= Input for this task =

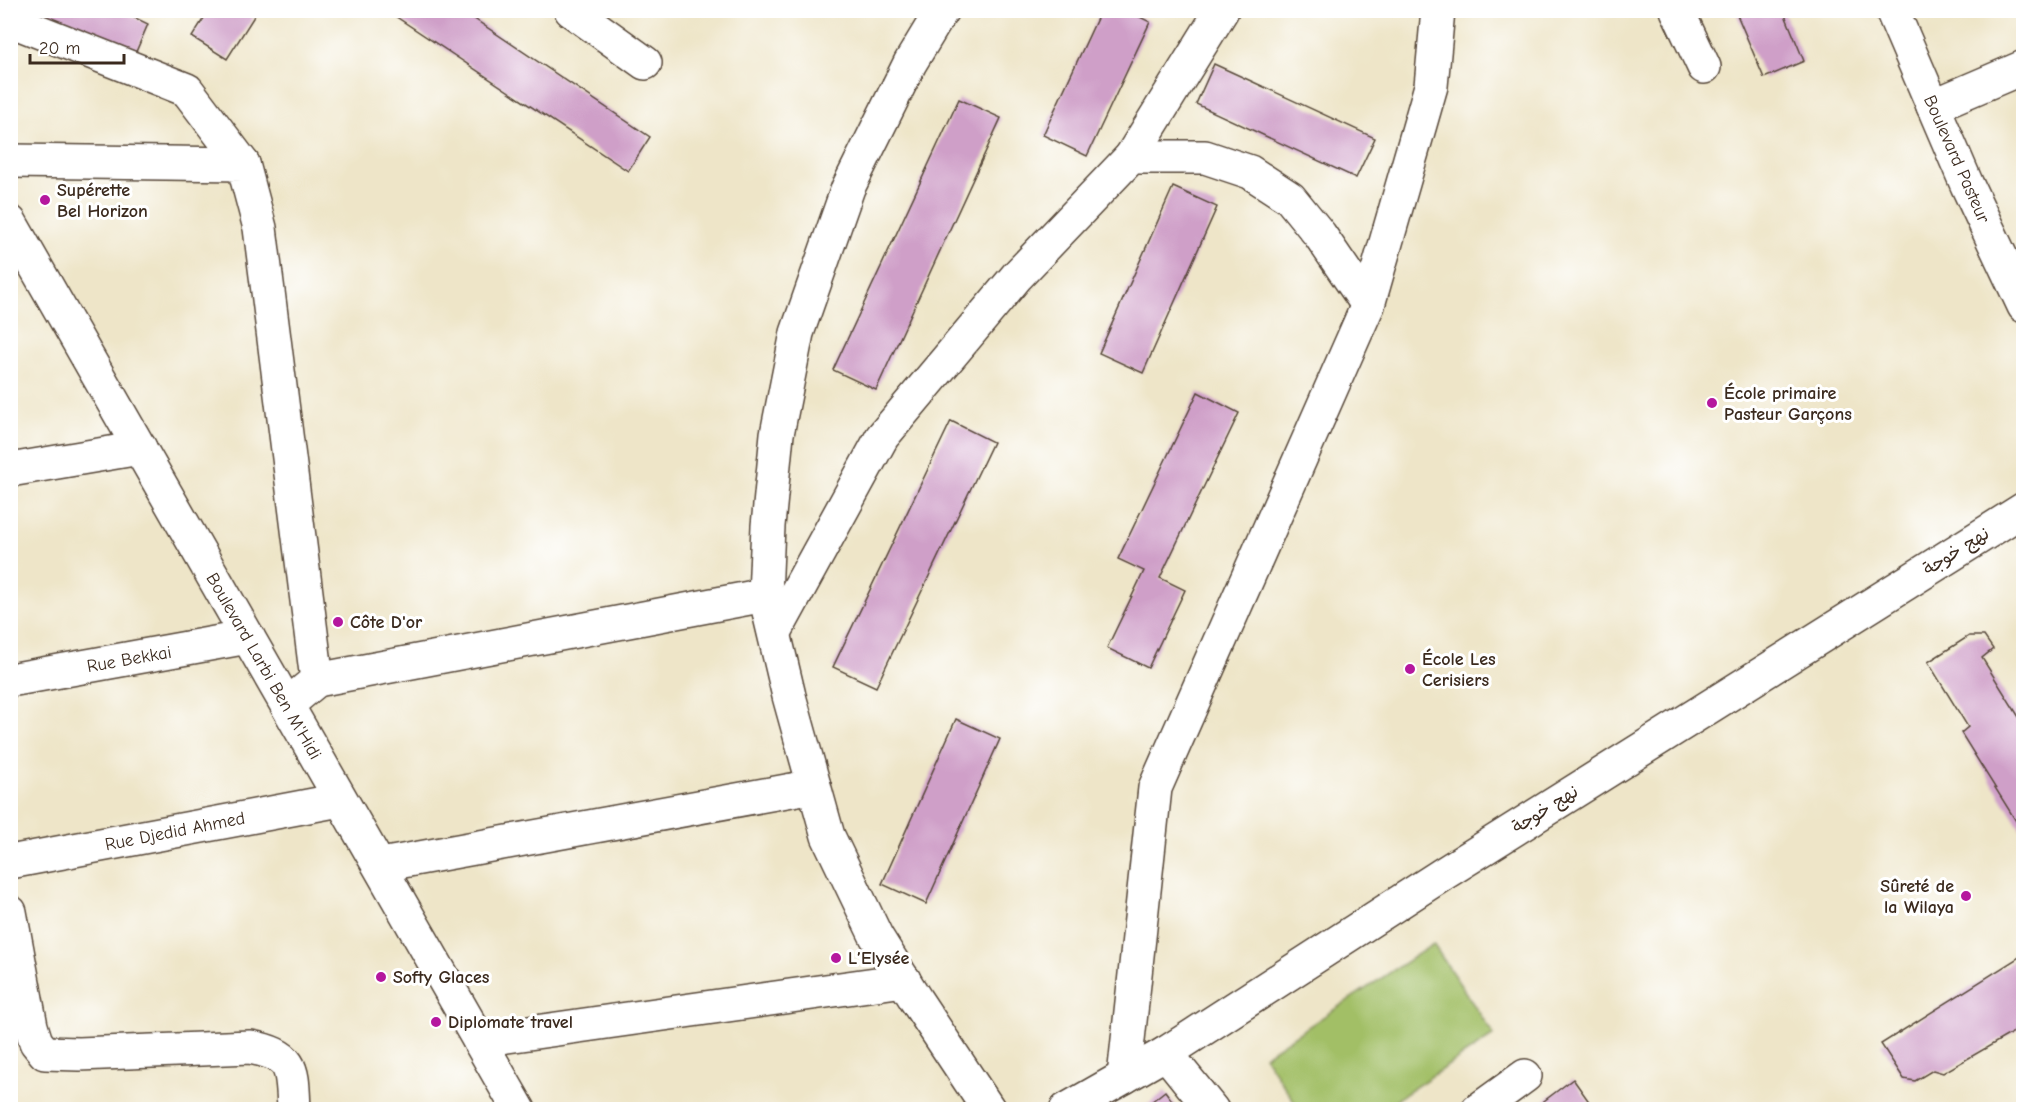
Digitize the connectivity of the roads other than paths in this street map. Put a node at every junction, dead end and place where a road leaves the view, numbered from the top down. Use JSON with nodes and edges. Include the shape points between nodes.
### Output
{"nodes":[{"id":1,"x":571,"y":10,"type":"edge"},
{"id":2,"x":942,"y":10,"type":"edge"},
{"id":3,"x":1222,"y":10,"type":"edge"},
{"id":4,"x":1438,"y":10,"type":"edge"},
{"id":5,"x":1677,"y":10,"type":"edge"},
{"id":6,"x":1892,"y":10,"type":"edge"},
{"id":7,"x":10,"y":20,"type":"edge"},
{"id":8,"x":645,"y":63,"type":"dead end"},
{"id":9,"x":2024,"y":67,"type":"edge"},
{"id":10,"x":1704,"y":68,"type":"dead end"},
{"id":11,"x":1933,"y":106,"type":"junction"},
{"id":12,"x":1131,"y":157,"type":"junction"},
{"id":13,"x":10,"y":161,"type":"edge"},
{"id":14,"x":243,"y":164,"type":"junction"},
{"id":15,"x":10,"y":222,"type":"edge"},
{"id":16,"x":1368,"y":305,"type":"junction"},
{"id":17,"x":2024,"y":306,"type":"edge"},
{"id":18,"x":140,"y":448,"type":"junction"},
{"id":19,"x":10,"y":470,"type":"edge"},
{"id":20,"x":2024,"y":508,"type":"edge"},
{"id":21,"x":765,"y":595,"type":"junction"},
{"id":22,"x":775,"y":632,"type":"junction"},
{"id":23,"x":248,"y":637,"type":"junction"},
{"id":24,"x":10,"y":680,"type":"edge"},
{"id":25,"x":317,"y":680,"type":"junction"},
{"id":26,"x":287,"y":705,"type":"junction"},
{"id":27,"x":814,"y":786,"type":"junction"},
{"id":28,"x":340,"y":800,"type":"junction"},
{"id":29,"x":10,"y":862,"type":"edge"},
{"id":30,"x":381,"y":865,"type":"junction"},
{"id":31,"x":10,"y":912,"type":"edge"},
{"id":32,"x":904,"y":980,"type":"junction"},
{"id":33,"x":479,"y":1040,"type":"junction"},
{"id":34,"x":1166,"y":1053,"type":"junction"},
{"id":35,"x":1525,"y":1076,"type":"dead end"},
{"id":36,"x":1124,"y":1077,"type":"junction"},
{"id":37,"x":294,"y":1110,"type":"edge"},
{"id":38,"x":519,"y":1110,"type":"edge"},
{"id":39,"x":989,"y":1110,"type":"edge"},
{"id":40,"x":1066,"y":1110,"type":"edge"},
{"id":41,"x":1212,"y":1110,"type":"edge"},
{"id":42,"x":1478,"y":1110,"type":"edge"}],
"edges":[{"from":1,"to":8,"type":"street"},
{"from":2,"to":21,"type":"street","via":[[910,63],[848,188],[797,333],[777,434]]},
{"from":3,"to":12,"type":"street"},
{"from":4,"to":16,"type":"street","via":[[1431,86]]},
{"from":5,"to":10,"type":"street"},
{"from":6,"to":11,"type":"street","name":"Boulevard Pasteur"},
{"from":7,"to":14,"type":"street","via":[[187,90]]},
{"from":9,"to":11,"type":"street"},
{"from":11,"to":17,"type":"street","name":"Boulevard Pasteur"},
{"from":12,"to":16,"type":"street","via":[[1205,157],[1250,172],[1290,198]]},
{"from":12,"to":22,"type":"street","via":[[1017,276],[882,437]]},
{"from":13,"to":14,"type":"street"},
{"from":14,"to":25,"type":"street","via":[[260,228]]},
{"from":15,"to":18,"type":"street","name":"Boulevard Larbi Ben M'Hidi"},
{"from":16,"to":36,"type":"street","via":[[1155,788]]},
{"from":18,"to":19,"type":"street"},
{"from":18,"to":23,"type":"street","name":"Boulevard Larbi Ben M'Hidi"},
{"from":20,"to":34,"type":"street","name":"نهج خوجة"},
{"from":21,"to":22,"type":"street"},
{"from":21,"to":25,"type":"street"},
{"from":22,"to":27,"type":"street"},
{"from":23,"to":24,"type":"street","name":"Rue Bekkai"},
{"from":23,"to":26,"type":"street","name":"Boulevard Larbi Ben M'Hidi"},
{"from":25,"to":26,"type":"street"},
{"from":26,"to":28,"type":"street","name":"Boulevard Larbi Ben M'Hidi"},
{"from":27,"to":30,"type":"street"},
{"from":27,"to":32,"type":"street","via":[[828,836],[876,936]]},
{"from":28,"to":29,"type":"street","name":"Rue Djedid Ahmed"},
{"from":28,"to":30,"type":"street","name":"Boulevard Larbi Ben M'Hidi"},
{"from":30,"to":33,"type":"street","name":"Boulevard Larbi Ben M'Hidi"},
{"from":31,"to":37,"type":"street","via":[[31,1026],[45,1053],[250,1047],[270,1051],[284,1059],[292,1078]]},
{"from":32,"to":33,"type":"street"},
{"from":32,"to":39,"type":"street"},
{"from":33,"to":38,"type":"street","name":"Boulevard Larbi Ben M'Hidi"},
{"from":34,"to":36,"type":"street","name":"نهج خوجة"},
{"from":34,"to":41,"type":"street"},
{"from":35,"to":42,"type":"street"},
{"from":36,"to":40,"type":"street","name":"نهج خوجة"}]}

= Instructions to follow =
Print the listing exactly, minus any pictures.

= Result of this exercise =
Digitize the connectivity of the roads other than paths in this street map. Put a node at every junction, dead end and place where a road leaves the view, numbered from the top down. Use JSON with nodes and edges. Include the shape points between nodes.
### Output
{"nodes":[{"id":1,"x":571,"y":10,"type":"edge"},
{"id":2,"x":942,"y":10,"type":"edge"},
{"id":3,"x":1222,"y":10,"type":"edge"},
{"id":4,"x":1438,"y":10,"type":"edge"},
{"id":5,"x":1677,"y":10,"type":"edge"},
{"id":6,"x":1892,"y":10,"type":"edge"},
{"id":7,"x":10,"y":20,"type":"edge"},
{"id":8,"x":645,"y":63,"type":"dead end"},
{"id":9,"x":2024,"y":67,"type":"edge"},
{"id":10,"x":1704,"y":68,"type":"dead end"},
{"id":11,"x":1933,"y":106,"type":"junction"},
{"id":12,"x":1131,"y":157,"type":"junction"},
{"id":13,"x":10,"y":161,"type":"edge"},
{"id":14,"x":243,"y":164,"type":"junction"},
{"id":15,"x":10,"y":222,"type":"edge"},
{"id":16,"x":1368,"y":305,"type":"junction"},
{"id":17,"x":2024,"y":306,"type":"edge"},
{"id":18,"x":140,"y":448,"type":"junction"},
{"id":19,"x":10,"y":470,"type":"edge"},
{"id":20,"x":2024,"y":508,"type":"edge"},
{"id":21,"x":765,"y":595,"type":"junction"},
{"id":22,"x":775,"y":632,"type":"junction"},
{"id":23,"x":248,"y":637,"type":"junction"},
{"id":24,"x":10,"y":680,"type":"edge"},
{"id":25,"x":317,"y":680,"type":"junction"},
{"id":26,"x":287,"y":705,"type":"junction"},
{"id":27,"x":814,"y":786,"type":"junction"},
{"id":28,"x":340,"y":800,"type":"junction"},
{"id":29,"x":10,"y":862,"type":"edge"},
{"id":30,"x":381,"y":865,"type":"junction"},
{"id":31,"x":10,"y":912,"type":"edge"},
{"id":32,"x":904,"y":980,"type":"junction"},
{"id":33,"x":479,"y":1040,"type":"junction"},
{"id":34,"x":1166,"y":1053,"type":"junction"},
{"id":35,"x":1525,"y":1076,"type":"dead end"},
{"id":36,"x":1124,"y":1077,"type":"junction"},
{"id":37,"x":294,"y":1110,"type":"edge"},
{"id":38,"x":519,"y":1110,"type":"edge"},
{"id":39,"x":989,"y":1110,"type":"edge"},
{"id":40,"x":1066,"y":1110,"type":"edge"},
{"id":41,"x":1212,"y":1110,"type":"edge"},
{"id":42,"x":1478,"y":1110,"type":"edge"}],
"edges":[{"from":1,"to":8,"type":"street"},
{"from":2,"to":21,"type":"street","via":[[910,63],[848,188],[797,333],[777,434]]},
{"from":3,"to":12,"type":"street"},
{"from":4,"to":16,"type":"street","via":[[1431,86]]},
{"from":5,"to":10,"type":"street"},
{"from":6,"to":11,"type":"street","name":"Boulevard Pasteur"},
{"from":7,"to":14,"type":"street","via":[[187,90]]},
{"from":9,"to":11,"type":"street"},
{"from":11,"to":17,"type":"street","name":"Boulevard Pasteur"},
{"from":12,"to":16,"type":"street","via":[[1205,157],[1250,172],[1290,198]]},
{"from":12,"to":22,"type":"street","via":[[1017,276],[882,437]]},
{"from":13,"to":14,"type":"street"},
{"from":14,"to":25,"type":"street","via":[[260,228]]},
{"from":15,"to":18,"type":"street","name":"Boulevard Larbi Ben M'Hidi"},
{"from":16,"to":36,"type":"street","via":[[1155,788]]},
{"from":18,"to":19,"type":"street"},
{"from":18,"to":23,"type":"street","name":"Boulevard Larbi Ben M'Hidi"},
{"from":20,"to":34,"type":"street","name":"نهج خوجة"},
{"from":21,"to":22,"type":"street"},
{"from":21,"to":25,"type":"street"},
{"from":22,"to":27,"type":"street"},
{"from":23,"to":24,"type":"street","name":"Rue Bekkai"},
{"from":23,"to":26,"type":"street","name":"Boulevard Larbi Ben M'Hidi"},
{"from":25,"to":26,"type":"street"},
{"from":26,"to":28,"type":"street","name":"Boulevard Larbi Ben M'Hidi"},
{"from":27,"to":30,"type":"street"},
{"from":27,"to":32,"type":"street","via":[[828,836],[876,936]]},
{"from":28,"to":29,"type":"street","name":"Rue Djedid Ahmed"},
{"from":28,"to":30,"type":"street","name":"Boulevard Larbi Ben M'Hidi"},
{"from":30,"to":33,"type":"street","name":"Boulevard Larbi Ben M'Hidi"},
{"from":31,"to":37,"type":"street","via":[[31,1026],[45,1053],[250,1047],[270,1051],[284,1059],[292,1078]]},
{"from":32,"to":33,"type":"street"},
{"from":32,"to":39,"type":"street"},
{"from":33,"to":38,"type":"street","name":"Boulevard Larbi Ben M'Hidi"},
{"from":34,"to":36,"type":"street","name":"نهج خوجة"},
{"from":34,"to":41,"type":"street"},
{"from":35,"to":42,"type":"street"},
{"from":36,"to":40,"type":"street","name":"نهج خوجة"}]}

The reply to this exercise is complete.